(Data records)
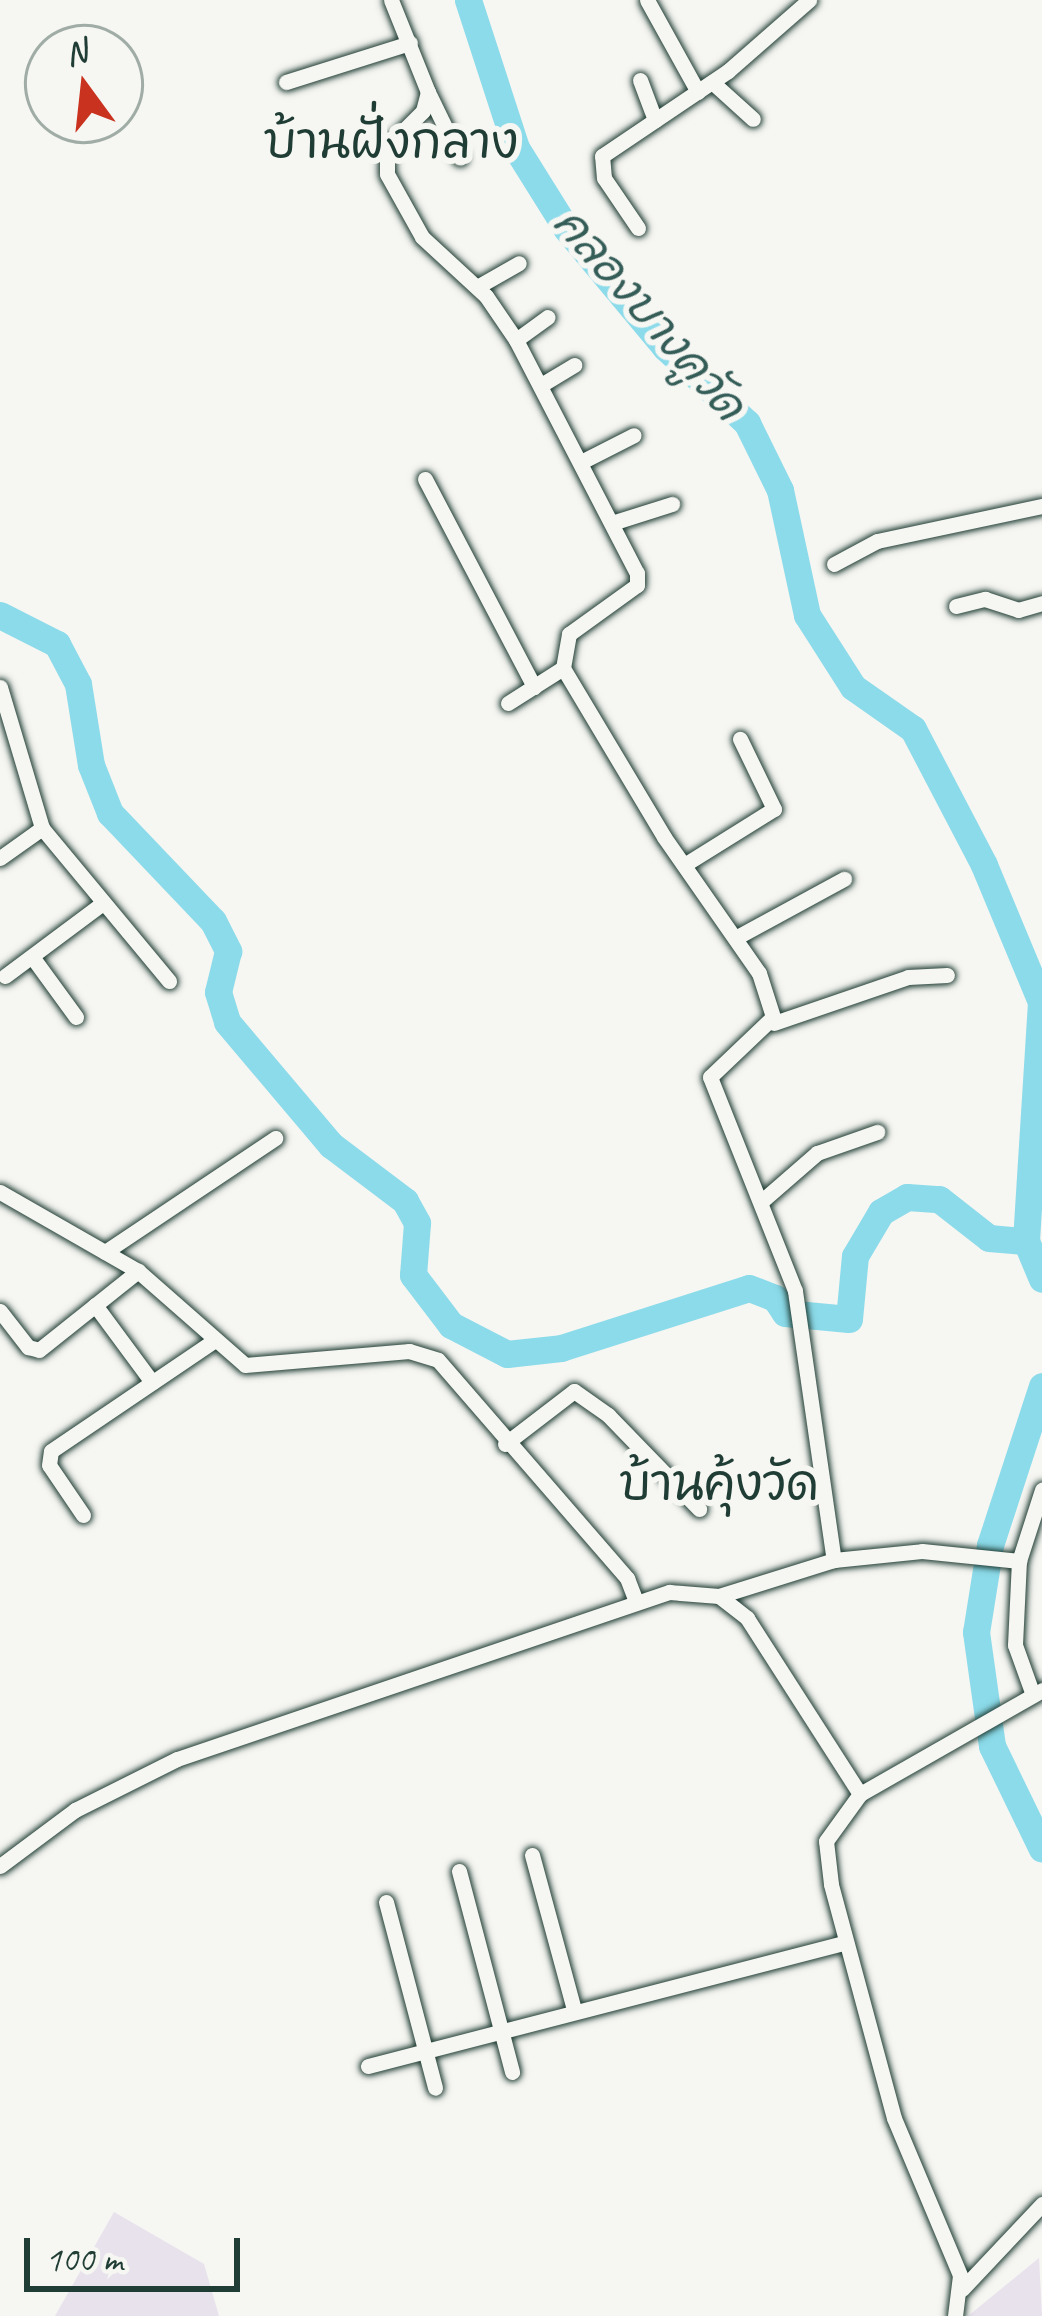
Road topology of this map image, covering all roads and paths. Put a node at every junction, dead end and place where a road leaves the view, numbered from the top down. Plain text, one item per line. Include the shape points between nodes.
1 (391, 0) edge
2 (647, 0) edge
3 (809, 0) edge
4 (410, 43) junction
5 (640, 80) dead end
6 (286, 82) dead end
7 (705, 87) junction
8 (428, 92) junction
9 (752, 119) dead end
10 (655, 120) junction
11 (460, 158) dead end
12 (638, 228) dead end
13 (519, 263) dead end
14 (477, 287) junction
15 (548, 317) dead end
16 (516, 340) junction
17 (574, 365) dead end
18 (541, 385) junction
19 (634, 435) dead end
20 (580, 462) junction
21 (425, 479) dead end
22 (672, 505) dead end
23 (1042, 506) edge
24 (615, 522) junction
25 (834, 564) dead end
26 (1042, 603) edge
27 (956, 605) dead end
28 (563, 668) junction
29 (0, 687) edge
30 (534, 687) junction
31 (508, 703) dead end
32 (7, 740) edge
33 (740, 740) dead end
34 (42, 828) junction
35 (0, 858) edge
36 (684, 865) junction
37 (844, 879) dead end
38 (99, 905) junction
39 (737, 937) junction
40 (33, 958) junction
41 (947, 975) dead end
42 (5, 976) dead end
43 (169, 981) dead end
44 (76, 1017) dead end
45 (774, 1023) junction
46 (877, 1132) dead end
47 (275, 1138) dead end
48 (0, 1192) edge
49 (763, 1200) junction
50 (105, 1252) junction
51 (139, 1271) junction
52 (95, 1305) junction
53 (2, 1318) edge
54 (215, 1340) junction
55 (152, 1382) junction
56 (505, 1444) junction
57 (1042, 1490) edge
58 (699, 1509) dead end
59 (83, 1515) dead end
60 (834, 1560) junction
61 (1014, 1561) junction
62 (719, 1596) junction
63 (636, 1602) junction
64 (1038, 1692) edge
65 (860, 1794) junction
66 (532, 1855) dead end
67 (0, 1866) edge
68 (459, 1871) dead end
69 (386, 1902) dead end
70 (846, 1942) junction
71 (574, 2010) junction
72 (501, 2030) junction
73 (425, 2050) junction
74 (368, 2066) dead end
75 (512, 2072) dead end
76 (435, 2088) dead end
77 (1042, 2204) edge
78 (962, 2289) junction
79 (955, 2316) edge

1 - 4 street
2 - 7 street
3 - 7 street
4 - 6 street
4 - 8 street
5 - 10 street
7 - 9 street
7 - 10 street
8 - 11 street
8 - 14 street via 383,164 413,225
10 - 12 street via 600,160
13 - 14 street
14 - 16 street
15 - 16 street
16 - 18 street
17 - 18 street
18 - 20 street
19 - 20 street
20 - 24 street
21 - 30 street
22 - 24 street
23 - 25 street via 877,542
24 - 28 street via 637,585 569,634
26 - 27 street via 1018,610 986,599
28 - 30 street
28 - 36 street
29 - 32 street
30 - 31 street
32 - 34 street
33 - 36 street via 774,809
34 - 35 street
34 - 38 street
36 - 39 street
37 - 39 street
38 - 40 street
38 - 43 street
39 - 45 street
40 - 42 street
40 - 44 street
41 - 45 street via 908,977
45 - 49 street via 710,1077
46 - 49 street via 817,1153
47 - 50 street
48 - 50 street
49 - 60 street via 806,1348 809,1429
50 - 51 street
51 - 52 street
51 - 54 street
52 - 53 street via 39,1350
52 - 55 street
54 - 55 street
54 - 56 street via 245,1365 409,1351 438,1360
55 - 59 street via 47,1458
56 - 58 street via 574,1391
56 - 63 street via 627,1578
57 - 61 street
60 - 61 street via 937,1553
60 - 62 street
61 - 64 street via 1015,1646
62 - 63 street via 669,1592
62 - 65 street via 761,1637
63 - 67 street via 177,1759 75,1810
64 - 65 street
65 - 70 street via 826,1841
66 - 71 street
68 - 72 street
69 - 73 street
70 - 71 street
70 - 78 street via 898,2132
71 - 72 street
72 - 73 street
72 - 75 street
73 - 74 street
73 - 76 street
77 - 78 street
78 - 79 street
(End Data records)
(Data records)
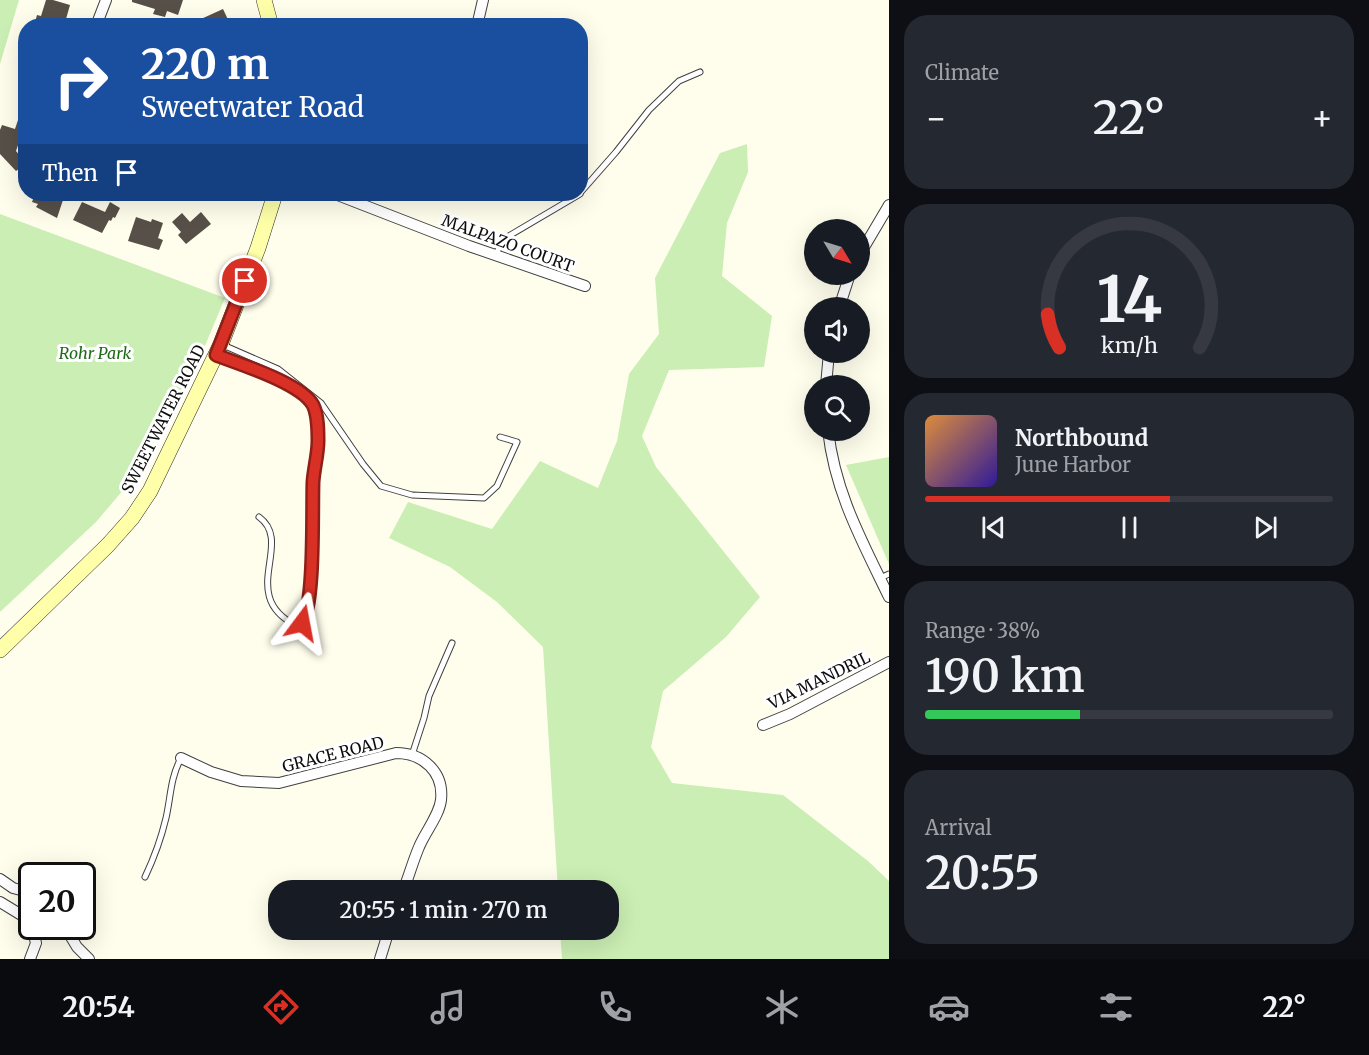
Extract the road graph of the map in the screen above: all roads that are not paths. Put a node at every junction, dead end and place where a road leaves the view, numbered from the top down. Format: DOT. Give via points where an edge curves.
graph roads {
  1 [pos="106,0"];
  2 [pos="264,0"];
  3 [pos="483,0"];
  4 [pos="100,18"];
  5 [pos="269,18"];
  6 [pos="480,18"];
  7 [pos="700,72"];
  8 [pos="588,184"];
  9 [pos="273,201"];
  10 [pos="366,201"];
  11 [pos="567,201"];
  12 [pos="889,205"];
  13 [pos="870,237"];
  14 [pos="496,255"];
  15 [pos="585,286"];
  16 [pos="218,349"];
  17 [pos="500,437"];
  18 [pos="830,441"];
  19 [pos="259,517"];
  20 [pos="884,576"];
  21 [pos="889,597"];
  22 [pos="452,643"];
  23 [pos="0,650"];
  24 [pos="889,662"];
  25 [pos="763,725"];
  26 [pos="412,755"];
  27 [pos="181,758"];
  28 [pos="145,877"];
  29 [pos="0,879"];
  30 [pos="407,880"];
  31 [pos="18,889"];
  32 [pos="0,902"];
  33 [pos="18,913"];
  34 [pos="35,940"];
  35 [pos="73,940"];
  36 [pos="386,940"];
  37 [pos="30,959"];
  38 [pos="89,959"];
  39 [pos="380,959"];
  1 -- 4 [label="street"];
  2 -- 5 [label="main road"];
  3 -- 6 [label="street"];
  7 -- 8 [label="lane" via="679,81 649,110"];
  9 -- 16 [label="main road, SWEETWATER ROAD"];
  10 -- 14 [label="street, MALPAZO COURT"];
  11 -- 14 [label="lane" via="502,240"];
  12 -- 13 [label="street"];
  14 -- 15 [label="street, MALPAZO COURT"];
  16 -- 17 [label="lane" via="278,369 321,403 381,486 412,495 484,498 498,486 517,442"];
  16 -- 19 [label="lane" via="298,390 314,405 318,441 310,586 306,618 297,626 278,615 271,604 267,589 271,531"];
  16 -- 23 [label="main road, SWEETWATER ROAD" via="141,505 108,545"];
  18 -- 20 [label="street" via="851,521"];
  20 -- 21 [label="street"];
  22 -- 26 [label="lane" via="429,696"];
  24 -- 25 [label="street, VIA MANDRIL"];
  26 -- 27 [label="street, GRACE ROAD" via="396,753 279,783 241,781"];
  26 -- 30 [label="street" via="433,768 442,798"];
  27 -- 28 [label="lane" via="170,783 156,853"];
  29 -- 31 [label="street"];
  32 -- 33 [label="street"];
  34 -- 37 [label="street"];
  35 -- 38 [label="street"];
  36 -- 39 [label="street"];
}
(End Data records)
§ Work instructions: Using only the data above, copy out the lines that include the word "view".

§ Solution to this exercise:
Road topology of this map image, covering all roads and paths. Put a node at every junction, dead end and place where a road leaves the view, numbered from the top down. Plain text, one item per line. Include the shape points between nodes.
Extract the road graph of the map in the screen above: all roads that are not paths. Put a node at every junction, dead end and place where a road leaves the view, numbered from the top down. Format: DOT. Give via points where an edge curves.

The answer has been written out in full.